Texas native Grant Dull is not the guy one would expect to see at the forefront of a revolution in Latin American music. A former resident of San Antonio with no connection to Latin America (other than his hometown's proximity to the Mexican border), he is one of the co-founders of Buenos Aires, Argentina-based record ZZK Records. The label is home to the latest crop of artists from various cumbia-hyphenated genres -- like electro-cumbia and digital-cumbia -- that have come out of South America over the past decade.

See also: The Ten Best Latin Alternative Albums of 2012

Dull (pronounced "dool") DJs under the name El G. He's currently touring the U.S. to promote ZZK's latest compilation, Future Sounds of Buenos Aires, a collection of songs from genre-mashing artists such as Frikstailers, El Remolon, and La Yegros. He plays on the East side tomorrow night. (Details below.)

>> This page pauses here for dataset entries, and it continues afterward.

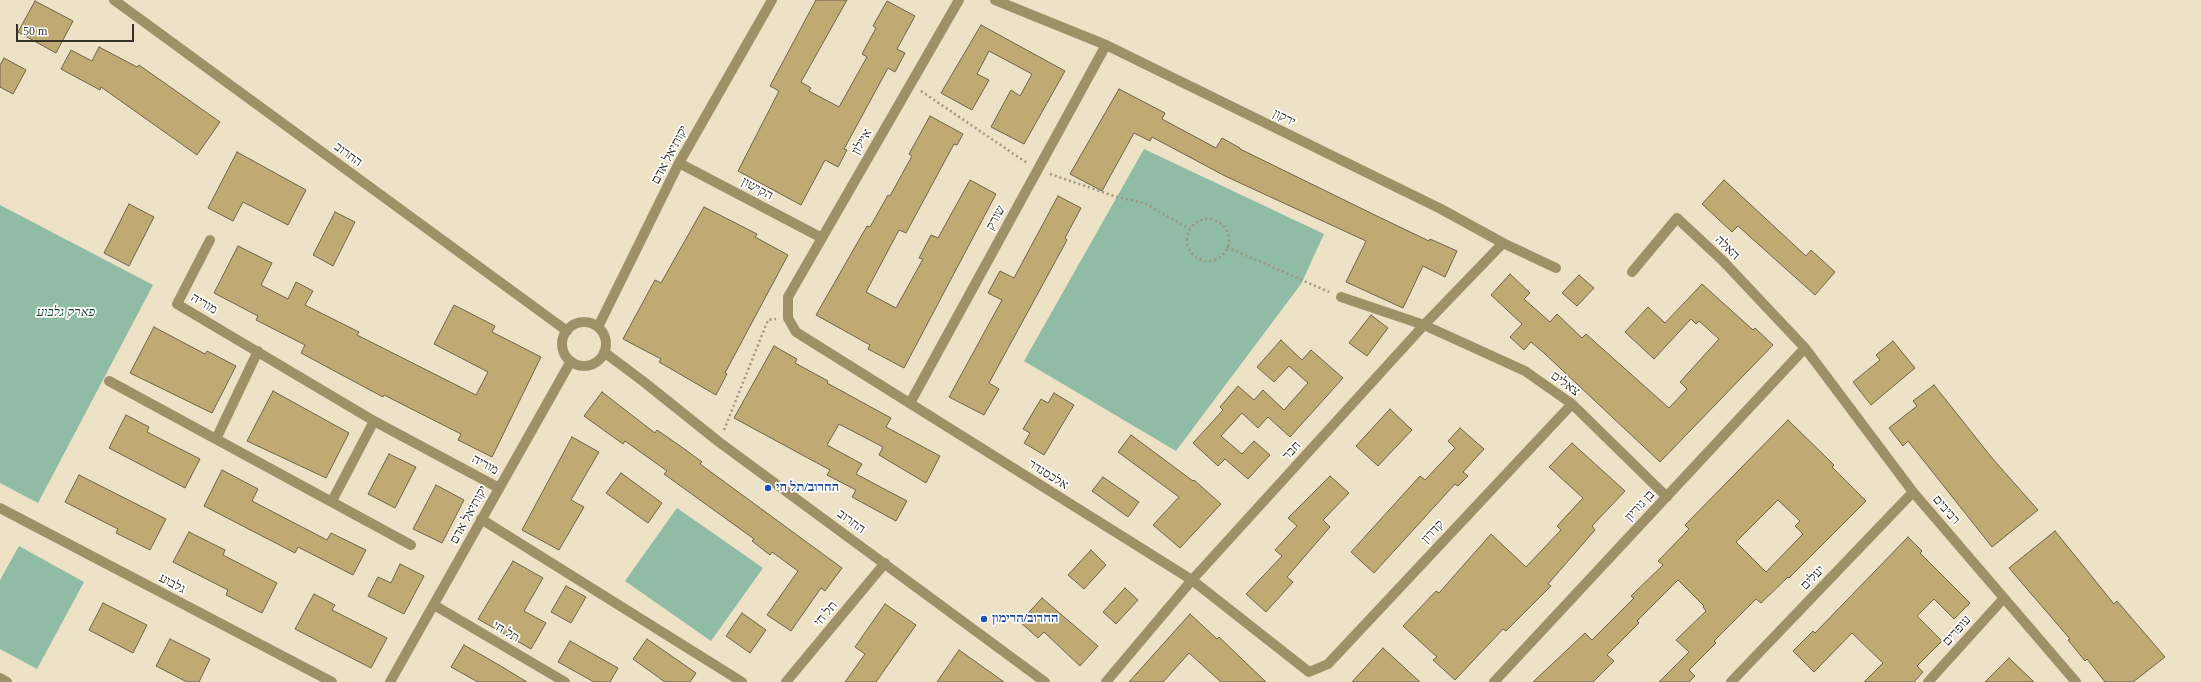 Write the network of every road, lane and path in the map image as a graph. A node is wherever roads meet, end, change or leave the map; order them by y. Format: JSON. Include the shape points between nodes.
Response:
{"nodes":[{"id":1,"x":114,"y":0,"type":"edge"},
{"id":2,"x":772,"y":0,"type":"edge"},
{"id":3,"x":959,"y":0,"type":"edge"},
{"id":4,"x":995,"y":0,"type":"edge"},
{"id":5,"x":1106,"y":45,"type":"junction"},
{"id":6,"x":679,"y":163,"type":"junction"},
{"id":7,"x":822,"y":238,"type":"junction"},
{"id":8,"x":210,"y":240,"type":"dead end"},
{"id":9,"x":1503,"y":243,"type":"junction"},
{"id":10,"x":1227,"y":247,"type":"junction"},
{"id":11,"x":1556,"y":268,"type":"dead end"},
{"id":12,"x":1632,"y":272,"type":"dead end"},
{"id":13,"x":1341,"y":297,"type":"joint"},
{"id":14,"x":788,"y":318,"type":"junction"},
{"id":15,"x":1424,"y":325,"type":"junction"},
{"id":16,"x":598,"y":327,"type":"junction"},
{"id":17,"x":567,"y":331,"type":"junction"},
{"id":18,"x":1805,"y":348,"type":"junction"},
{"id":19,"x":258,"y":351,"type":"junction"},
{"id":20,"x":604,"y":352,"type":"junction"},
{"id":21,"x":571,"y":361,"type":"junction"},
{"id":22,"x":109,"y":381,"type":"dead end"},
{"id":23,"x":910,"y":403,"type":"junction"},
{"id":24,"x":1572,"y":404,"type":"junction"},
{"id":25,"x":374,"y":421,"type":"junction"},
{"id":26,"x":216,"y":439,"type":"junction"},
{"id":27,"x":719,"y":442,"type":"junction"},
{"id":28,"x":499,"y":488,"type":"junction"},
{"id":29,"x":1913,"y":492,"type":"junction"},
{"id":30,"x":1667,"y":497,"type":"junction"},
{"id":31,"x":332,"y":501,"type":"junction"},
{"id":32,"x":0,"y":508,"type":"edge"},
{"id":33,"x":481,"y":519,"type":"junction"},
{"id":34,"x":411,"y":545,"type":"dead end"},
{"id":35,"x":885,"y":563,"type":"junction"},
{"id":36,"x":1192,"y":580,"type":"junction"},
{"id":37,"x":2004,"y":598,"type":"junction"},
{"id":38,"x":434,"y":605,"type":"junction"},
{"id":39,"x":1309,"y":672,"type":"joint"},
{"id":40,"x":0,"y":678,"type":"edge"},
{"id":41,"x":7,"y":682,"type":"edge"},
{"id":42,"x":332,"y":682,"type":"edge"},
{"id":43,"x":390,"y":682,"type":"edge"},
{"id":44,"x":565,"y":682,"type":"edge"},
{"id":45,"x":742,"y":682,"type":"edge"},
{"id":46,"x":786,"y":682,"type":"edge"},
{"id":47,"x":1045,"y":682,"type":"edge"},
{"id":48,"x":1106,"y":682,"type":"edge"},
{"id":49,"x":1494,"y":682,"type":"edge"},
{"id":50,"x":1731,"y":682,"type":"edge"},
{"id":51,"x":1928,"y":682,"type":"edge"},
{"id":52,"x":2076,"y":682,"type":"edge"}],
"edges":[{"from":1,"to":17,"type":"street","name":"החרוב"},
{"from":2,"to":6,"type":"street","name":"יקותיאל אדם"},
{"from":3,"to":7,"type":"street","name":"איילון"},
{"from":4,"to":5,"type":"street","name":"ירקון"},
{"from":5,"to":9,"type":"street","name":"ירקון","via":[[1441,209]]},
{"from":5,"to":23,"type":"street","name":"שורק"},
{"from":6,"to":7,"type":"street","name":"הקישון"},
{"from":6,"to":16,"type":"street","name":"יקותיאל אדם"},
{"from":7,"to":14,"type":"street","name":"איילון","via":[[788,297]]},
{"from":8,"to":19,"type":"street","name":"מוריה","via":[[177,304]]},
{"from":9,"to":11,"type":"street","name":"ירקון"},
{"from":9,"to":15,"type":"street","name":"חבר"},
{"from":10,"to":10,"type":"path","via":[[1229,240],[1226,230],[1208,219],[1196,223],[1187,236],[1188,249],[1201,260],[1217,259],[1223,255]]},
{"from":10,"to":13,"type":"path"},
{"from":12,"to":18,"type":"street","name":"האלה","via":[[1677,218],[1723,261]]},
{"from":13,"to":15,"type":"street","name":"צאלים"},
{"from":14,"to":23,"type":"street","name":"אלכסנדר","via":[[796,332]]},
{"from":14,"to":27,"type":"path","via":[[768,320]]},
{"from":15,"to":24,"type":"street","name":"צאלים","via":[[1525,371]]},
{"from":15,"to":36,"type":"street","name":"חבר"},
{"from":16,"to":17,"type":"street","via":[[582,322]]},
{"from":16,"to":20,"type":"street","via":[[606,342]]},
{"from":17,"to":21,"type":"street","via":[[563,346]]},
{"from":18,"to":29,"type":"street","name":"רביבים"},
{"from":18,"to":30,"type":"street","name":"בן גוריון"},
{"from":19,"to":25,"type":"street","name":"מוריה"},
{"from":19,"to":26,"type":"street"},
{"from":20,"to":21,"type":"street","via":[[597,361],[587,366]]},
{"from":20,"to":27,"type":"street","name":"החרוב"},
{"from":21,"to":28,"type":"street","name":"יקותיאל אדם"},
{"from":22,"to":26,"type":"street"},
{"from":23,"to":36,"type":"street","name":"אלכסנדר"},
{"from":24,"to":30,"type":"street","name":"צאלים"},
{"from":24,"to":39,"type":"street","name":"קדרון","via":[[1328,664]]},
{"from":25,"to":28,"type":"street","name":"מוריה"},
{"from":25,"to":31,"type":"street"},
{"from":26,"to":31,"type":"street"},
{"from":27,"to":35,"type":"street","name":"החרוב"},
{"from":28,"to":33,"type":"street","name":"יקותיאל אדם"},
{"from":29,"to":37,"type":"street","name":"רביבים"},
{"from":29,"to":50,"type":"street","name":"יעלים"},
{"from":30,"to":49,"type":"street","name":"בן גוריון"},
{"from":31,"to":34,"type":"street"},
{"from":32,"to":42,"type":"street","name":"גלבוע"},
{"from":33,"to":38,"type":"street","name":"יקותיאל אדם"},
{"from":33,"to":45,"type":"street"},
{"from":35,"to":46,"type":"street","name":"תל חי"},
{"from":35,"to":47,"type":"street","name":"החרוב"},
{"from":36,"to":39,"type":"street","name":"אלכסנדר"},
{"from":36,"to":48,"type":"street","name":"חבר"},
{"from":37,"to":51,"type":"street","name":"עופרים"},
{"from":37,"to":52,"type":"street","name":"רביבים"},
{"from":38,"to":43,"type":"street","name":"יקותיאל אדם"},
{"from":38,"to":44,"type":"street","name":"תל חי"},
{"from":40,"to":41,"type":"street"}]}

"We call it the ZZK sound," says Dull via phone from his parents' home in Texas. The label's crop of Latin alternative artists -- the umbrella term for Latin American music that doesn't fit the traditional mold -- have a sound much different than anyone on the roster of L.A.'s Nacional Records or from anyone in the tribal guarachero scene out of Monterrey, Mexico, such as 3Ball MTY or DJ Vampiro .

The ZZK backbone is traditional cumbia, but the results are as varied as the Spanish colloquialisms and accents found throughout Latin America. No one will confuse the Game Boy-esque, chiptune-cumbia of Super Guachin with the digital, kuduro-cumbia of Fauna or the sampled, indigenous instrumentation that makes up most of Chancha Via Circuito's work.

"If you had to generalize it or genre-fy it," explains Dull, "it would be 'digital South America' or 'digital Latin America.' It's not particular to one region. We've mixed with and experimented with Colombian cumbia and Peruvian cumbia and obscure rhythms from the interior of Argentina and the north of Argentina."

Dull first arrived in Argentina at the turn of the century after years of wanderlust finally got the better of him. "When I was 22, I wanted to get the heck out of America, figuratively speaking," he says.

First, though, he studied at University of San Diego as a humanities major with an emphasis in philosophy. His professor in a course about Buddhism introduced him to the writer who ignited his love affair with all things Argentina: Jorge Luis Borges.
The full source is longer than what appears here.